Jun. Dia memang tidak
menyakiti hati gadis manapun. Tapi justru dialah yang tersakiti dalam pembicaraan
ini. Setelahnya, mereka sepakat melupakan itu, lalu terlibat dengan
percakapan-percakapan seru.
***
Wooyoung
dan Sulli juga memasuki sebuah café yang di datangi Jun bersama Eun Ji. Mereka
mengedarkan padangan mencari meja yang kosong, hingga tak sengaja tatapan
mereka jatuh pada meja yang di huni Jun dan Eun Ji. Tanpa pikir panjang, Sulli
menarik tangan Wooyoung dan mengajaknya ke sana. Terlebih meja-meja sudah
penuh. Mungkin mereka bisa sedikit mengganggu Jun dan Eun Ji dengan bergabung
bersama mereka.
“Senang
akhirnya bisa melihat kalian sedekat ini,” seru Sulli yang sudah mengambil
posisi di samping Eun Ji.
Jun
juga langsung menoleh dan mendapati Wooyoung yang duduk di sampingnya. Ia
kemudian menatap Eun Ji. Tapi tak mendapat balasan dari gadis itu.
“Maaf
mengganggu kalian. Tempat di sini sudah penuh,” ujar Wooyoung.
“Tidak
apa oppa.” Eun Ji yang menjawab meski terdengar setengah terpaksa. Ia masih
malas berurusan dengan Wooyoung. Andai saja tak ada Sulli juga di sana, bisa di
pastikan ia akan menyeret Jun pergi bersamanya meninggalkan Wooyoung.
Eun
Ji lalu mencuri pandangan pada Jun ketika Wooyoung dan Sulli sibuk memesan
makanan mereka. Ternyata sejak tadi Jun sama sekali tak melepaskan tatapannya
pada Eun Ji. Eun Ji sendiri berusah menghindar. Tatapan Jun memberikan beban
padanya. Jun seperti berusaha meminta bantuan padanya. Entah untuk hal apa.

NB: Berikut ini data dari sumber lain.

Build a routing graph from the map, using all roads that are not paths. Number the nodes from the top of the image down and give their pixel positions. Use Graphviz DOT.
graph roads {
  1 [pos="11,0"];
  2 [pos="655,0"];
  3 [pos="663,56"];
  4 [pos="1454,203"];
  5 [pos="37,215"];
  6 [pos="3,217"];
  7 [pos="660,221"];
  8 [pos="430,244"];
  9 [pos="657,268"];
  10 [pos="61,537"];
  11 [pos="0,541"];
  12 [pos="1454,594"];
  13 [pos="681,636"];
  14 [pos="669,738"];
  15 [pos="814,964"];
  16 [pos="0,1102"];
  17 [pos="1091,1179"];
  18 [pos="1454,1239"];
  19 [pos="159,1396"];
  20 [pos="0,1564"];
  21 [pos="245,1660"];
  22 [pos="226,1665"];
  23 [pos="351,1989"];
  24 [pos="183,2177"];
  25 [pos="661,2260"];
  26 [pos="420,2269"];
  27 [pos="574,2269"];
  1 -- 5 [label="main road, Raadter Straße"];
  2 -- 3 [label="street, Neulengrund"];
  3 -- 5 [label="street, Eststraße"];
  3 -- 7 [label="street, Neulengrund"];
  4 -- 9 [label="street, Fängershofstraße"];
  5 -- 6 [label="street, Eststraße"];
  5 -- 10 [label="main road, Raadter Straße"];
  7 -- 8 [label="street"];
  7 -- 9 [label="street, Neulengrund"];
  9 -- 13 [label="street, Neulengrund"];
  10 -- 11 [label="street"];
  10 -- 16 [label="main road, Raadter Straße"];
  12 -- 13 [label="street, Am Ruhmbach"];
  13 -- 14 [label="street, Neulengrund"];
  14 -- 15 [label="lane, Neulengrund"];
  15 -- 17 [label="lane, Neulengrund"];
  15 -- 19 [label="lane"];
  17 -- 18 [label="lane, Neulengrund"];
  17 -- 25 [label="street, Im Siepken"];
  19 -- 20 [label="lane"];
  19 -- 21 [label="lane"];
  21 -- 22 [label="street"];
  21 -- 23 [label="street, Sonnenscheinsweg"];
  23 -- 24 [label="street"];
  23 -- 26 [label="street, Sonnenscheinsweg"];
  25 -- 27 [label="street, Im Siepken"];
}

“Jun, ku mohon. Jangan menatapku seperti itu.
Setelah semester ini berakhir, aku akan pulang dan kembali ke pelukan Minhyuk
oppa.” Eun Ji hanya bisa tertunduk untuk mengendalikan perasaannya. Meski ia sendiri tidak bisa terlalu mengharapkan keberadaan Minhyuk.